The Vulva Check: My Story
“On May of 2018 I was diagnosed with Vulva intraepithelial neoplasia (VIN). The first thought that came to my head is what the heck is that?! Turns out it’s abnormal cells growing in the surface of your vulva, that eventually can become cancer. Who would of thought your pretty flower can get cancer?! I couldn’t believe that the itching and a few dark spots would lead to that kind of diagnosis.
It all began during my third pregnancy. My labia began to itch pretty bad but it was very similar to the itch you get when you shave and your hair is growing. The itch didn’t go away, it was quite irritating I personally thought maybe it’s yeast. I did the over the counter treatment and it would ease the itching a bit but eventually come back. Then on August 2017 I had my stillborn. A month after I had my sleeping baby a small bump appeared on my labia, again it looked like a razor related issue. I thought, ok, this might be an ingrown hair because the itchiness was pretty intense. I went to my OBGYN with my husband. As my doc checked me, she said “it doesn’t look like anything to be concerned about let me swab it for herpes.” She swabbed away and stepped out the room. I took one look at my husband and said, “if that comes out positive your dead.” He looked at me with great concern and assured me he had not done anything. Poor guy, lol. The Dr. came back with results saying it was negative and that it might just be an irritation of some sort.

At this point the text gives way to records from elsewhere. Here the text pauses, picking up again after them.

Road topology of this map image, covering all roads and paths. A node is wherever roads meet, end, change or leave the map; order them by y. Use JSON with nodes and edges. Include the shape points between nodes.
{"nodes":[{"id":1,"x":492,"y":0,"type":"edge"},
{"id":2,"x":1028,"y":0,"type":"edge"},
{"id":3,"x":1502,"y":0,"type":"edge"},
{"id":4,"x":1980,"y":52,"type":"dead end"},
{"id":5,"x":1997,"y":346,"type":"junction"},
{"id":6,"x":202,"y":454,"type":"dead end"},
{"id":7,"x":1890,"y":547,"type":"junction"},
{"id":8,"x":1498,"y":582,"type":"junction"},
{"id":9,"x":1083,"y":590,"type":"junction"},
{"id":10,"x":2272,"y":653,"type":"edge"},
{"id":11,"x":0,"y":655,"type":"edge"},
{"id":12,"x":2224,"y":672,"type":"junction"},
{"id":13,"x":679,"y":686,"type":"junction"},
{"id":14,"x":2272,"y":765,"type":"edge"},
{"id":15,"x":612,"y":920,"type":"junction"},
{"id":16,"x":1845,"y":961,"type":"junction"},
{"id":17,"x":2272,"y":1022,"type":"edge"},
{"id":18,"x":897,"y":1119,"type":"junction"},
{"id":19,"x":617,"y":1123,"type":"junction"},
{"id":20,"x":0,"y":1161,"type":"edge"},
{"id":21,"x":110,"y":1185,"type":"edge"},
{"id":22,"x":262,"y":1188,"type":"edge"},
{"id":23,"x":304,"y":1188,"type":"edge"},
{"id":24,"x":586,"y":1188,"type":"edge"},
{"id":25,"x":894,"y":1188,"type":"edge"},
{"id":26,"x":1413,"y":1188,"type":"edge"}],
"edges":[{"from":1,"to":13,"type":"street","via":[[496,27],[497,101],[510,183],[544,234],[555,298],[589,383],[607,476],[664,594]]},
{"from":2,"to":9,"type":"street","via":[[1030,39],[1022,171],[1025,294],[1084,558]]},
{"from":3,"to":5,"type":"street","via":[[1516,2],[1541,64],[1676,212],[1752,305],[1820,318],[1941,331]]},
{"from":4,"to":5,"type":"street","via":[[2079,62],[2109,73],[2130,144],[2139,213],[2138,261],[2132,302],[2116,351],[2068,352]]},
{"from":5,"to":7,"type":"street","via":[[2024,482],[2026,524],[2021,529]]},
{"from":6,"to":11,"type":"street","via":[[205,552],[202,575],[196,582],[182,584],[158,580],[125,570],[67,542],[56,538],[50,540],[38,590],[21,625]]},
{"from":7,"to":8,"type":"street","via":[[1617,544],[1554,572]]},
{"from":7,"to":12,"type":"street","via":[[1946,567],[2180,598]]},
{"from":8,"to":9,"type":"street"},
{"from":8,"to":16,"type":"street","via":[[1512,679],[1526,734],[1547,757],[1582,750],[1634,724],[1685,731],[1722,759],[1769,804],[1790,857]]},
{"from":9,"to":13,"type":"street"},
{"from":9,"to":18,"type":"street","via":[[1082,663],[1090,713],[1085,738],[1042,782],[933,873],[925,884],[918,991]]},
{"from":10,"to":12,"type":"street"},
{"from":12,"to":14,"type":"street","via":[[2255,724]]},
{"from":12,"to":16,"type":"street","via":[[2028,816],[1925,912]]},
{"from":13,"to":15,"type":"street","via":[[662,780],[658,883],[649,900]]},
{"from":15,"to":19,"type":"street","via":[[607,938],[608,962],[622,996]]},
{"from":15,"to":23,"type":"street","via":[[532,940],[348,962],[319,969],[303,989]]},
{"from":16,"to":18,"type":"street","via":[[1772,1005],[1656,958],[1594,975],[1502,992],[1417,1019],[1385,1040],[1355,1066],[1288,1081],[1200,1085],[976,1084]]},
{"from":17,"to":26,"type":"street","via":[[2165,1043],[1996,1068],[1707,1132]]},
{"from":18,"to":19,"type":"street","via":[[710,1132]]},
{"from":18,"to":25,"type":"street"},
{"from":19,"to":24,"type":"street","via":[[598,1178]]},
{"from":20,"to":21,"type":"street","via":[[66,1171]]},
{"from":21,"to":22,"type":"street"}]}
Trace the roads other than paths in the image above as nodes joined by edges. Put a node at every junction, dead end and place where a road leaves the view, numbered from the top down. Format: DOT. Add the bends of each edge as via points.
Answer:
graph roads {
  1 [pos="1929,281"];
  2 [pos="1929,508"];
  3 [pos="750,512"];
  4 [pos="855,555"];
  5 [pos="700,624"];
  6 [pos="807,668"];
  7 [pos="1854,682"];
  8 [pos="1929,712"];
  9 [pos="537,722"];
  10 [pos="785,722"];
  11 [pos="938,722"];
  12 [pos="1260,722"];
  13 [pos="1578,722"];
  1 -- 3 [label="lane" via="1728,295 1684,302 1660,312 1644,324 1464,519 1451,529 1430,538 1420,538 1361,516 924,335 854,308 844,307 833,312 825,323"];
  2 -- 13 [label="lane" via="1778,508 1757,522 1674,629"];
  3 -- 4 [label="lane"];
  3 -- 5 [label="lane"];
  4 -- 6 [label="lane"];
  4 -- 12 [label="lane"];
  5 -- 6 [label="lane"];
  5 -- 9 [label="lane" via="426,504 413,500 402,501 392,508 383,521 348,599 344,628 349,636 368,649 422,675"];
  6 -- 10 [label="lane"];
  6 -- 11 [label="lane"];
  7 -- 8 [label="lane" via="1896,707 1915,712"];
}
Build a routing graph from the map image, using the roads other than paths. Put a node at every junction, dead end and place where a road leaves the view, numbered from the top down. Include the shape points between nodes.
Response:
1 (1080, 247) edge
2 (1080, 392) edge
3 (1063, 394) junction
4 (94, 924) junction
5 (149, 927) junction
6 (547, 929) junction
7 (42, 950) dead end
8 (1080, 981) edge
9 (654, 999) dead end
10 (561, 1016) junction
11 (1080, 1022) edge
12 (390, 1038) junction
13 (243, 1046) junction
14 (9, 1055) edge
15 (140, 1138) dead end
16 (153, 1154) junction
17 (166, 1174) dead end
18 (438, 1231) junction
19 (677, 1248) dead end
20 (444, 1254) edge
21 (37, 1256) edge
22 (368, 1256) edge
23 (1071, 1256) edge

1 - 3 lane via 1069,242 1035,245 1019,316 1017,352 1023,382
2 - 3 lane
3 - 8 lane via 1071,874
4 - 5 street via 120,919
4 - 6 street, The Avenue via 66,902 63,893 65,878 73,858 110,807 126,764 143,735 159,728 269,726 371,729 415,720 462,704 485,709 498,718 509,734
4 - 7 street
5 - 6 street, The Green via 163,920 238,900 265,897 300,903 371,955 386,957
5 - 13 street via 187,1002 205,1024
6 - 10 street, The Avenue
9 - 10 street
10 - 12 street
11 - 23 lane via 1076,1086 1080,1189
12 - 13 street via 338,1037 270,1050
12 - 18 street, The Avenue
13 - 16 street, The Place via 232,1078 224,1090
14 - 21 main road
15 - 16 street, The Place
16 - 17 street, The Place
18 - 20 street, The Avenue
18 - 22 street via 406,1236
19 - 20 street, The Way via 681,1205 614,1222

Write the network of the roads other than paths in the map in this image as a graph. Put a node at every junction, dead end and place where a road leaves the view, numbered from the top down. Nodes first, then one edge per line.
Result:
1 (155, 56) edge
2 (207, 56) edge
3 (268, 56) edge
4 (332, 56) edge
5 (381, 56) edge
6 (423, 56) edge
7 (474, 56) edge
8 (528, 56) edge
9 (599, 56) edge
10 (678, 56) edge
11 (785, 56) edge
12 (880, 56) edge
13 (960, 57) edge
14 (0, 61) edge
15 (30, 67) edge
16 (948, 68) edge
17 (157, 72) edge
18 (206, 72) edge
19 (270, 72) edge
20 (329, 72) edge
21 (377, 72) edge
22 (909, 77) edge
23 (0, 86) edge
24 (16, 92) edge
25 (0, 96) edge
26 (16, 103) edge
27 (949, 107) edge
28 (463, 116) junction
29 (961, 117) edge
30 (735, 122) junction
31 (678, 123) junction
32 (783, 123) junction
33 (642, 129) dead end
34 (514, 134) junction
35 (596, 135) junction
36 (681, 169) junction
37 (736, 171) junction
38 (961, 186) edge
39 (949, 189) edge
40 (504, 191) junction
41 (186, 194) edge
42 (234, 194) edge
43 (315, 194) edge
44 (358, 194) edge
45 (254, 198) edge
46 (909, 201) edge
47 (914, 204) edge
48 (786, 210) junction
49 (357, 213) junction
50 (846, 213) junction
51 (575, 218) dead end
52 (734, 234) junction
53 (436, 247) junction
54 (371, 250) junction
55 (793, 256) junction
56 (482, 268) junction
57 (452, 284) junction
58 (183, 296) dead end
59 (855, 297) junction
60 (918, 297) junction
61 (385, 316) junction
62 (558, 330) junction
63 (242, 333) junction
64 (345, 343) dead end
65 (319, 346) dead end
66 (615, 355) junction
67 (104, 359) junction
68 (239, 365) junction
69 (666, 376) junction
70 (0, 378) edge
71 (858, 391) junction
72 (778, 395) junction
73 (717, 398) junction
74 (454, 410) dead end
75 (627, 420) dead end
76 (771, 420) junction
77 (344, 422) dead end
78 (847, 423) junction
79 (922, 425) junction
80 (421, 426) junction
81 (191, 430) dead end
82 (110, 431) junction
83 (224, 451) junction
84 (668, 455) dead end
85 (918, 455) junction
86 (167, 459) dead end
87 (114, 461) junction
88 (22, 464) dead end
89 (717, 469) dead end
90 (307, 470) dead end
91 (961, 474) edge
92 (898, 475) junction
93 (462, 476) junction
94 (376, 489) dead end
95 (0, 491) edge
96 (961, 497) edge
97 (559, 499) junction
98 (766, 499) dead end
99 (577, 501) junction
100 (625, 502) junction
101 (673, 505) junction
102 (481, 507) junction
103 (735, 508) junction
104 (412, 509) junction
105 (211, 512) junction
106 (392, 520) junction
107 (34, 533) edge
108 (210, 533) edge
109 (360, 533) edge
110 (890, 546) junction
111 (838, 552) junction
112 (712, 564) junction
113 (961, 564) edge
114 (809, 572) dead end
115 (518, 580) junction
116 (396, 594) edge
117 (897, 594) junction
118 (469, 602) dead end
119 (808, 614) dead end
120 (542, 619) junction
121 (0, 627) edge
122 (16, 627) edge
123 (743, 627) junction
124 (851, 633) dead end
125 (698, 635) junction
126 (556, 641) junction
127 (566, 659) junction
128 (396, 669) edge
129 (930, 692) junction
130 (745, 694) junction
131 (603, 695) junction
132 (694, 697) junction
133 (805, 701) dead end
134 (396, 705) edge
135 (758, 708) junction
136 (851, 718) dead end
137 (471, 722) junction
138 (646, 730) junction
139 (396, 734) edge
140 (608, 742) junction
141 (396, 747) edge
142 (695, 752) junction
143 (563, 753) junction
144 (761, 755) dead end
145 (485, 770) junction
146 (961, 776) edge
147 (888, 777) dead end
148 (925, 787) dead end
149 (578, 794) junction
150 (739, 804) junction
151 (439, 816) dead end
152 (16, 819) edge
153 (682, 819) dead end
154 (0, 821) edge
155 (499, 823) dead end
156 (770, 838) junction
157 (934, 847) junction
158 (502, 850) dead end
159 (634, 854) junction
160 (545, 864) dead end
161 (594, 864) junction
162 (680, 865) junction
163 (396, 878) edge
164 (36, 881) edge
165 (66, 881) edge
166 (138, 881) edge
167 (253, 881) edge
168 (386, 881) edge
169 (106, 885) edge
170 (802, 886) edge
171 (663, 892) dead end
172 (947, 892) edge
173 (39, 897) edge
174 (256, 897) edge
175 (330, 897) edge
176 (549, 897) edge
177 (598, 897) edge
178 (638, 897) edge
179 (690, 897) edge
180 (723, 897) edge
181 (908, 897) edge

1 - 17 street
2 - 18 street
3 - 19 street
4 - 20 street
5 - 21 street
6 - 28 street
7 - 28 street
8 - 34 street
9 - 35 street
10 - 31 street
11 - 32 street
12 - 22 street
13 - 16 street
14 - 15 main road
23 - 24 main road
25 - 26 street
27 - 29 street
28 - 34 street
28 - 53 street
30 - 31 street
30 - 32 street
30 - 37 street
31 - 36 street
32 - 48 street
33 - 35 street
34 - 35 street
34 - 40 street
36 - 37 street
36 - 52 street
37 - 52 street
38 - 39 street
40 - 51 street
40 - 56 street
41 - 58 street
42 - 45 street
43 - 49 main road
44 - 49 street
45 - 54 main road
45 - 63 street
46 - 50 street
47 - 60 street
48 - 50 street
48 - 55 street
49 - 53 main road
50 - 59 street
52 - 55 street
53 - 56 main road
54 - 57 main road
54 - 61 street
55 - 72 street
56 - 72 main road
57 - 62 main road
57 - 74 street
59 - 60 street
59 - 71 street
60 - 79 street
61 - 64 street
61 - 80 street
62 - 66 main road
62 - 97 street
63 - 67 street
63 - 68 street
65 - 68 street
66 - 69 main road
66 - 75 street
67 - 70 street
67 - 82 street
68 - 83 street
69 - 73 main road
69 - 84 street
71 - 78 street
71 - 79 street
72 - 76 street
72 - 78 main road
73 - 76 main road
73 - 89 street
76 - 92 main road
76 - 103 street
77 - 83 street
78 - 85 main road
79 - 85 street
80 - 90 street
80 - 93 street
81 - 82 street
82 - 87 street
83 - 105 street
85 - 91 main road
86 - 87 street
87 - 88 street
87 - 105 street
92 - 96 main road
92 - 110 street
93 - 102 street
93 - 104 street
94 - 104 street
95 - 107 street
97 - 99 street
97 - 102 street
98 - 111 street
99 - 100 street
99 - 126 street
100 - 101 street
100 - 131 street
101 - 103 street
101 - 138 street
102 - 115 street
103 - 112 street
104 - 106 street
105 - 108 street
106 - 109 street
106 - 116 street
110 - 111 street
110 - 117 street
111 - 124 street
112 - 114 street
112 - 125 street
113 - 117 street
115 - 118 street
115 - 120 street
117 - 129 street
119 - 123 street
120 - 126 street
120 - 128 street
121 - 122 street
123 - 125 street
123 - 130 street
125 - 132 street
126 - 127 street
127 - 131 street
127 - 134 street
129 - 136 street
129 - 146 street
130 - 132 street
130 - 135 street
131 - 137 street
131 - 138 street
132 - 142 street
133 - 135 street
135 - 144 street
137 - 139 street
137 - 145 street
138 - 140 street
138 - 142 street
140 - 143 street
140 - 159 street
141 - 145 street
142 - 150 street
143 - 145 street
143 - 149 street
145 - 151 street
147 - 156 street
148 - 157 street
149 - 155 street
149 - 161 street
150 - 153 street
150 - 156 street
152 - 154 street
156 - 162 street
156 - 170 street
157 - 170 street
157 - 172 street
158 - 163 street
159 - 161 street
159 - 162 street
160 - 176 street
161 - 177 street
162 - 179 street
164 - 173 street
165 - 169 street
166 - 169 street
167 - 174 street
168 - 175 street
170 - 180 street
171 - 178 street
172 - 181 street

By December 2017 I had a few dark spots all over my vulva. I tend to look at my flower often and I’m aware how I look and those spots were never there before. Again I thought maybe this is just hormones from having a baby. February 2017 we move to Guam (Navy Wife) that’s when I went to the doctor and explained all my symptoms. She took one look at me and said, “I don’t think this is anything to worry about, but let’s take a punch biopsy of it just to make sure.”
The pain of a needle poking your labia is no freaking joke! It’s painful! After the results came in I went to a oncologist OBGYN. This doctor put me under to take deeper tissue biopsies and cervical biopsies. The results came back confirming not only did I have VIN3 which is one stage away from cancer, but I had HPV. Apparently HPV is connected with VIN3. Please keep in mind I’ve never had an abnormal pap and I had a pap done right after my pregnancy. So the symptoms of this disease where already appearing before I even knew I had HPV. Check you vulva! Please it’s so taboo to talk about your vagina and there isn’t enough awareness for women.
I hope my story can encourage you to take a mirror monthly if not weekly and look at your pretty vulva making sure all looks good. Get to know her because you are your best advocate. There’s no regular check ups for doctors with this disease, it’s something you have to be aware and communicate to your doctor.”
About the Author: Marcella Restrepo Cevallos is of Colombian descent. She was born on September 5th, 1990 in Cleveland, Ohio. She was raised in New Jersey. She is currently living over seas in Guam with her husband and children. She prides herself in being a Navy wife and a former homeschooling mom. She identifies herself as a child of God who wants to make her Father known through the love and works He does in her life.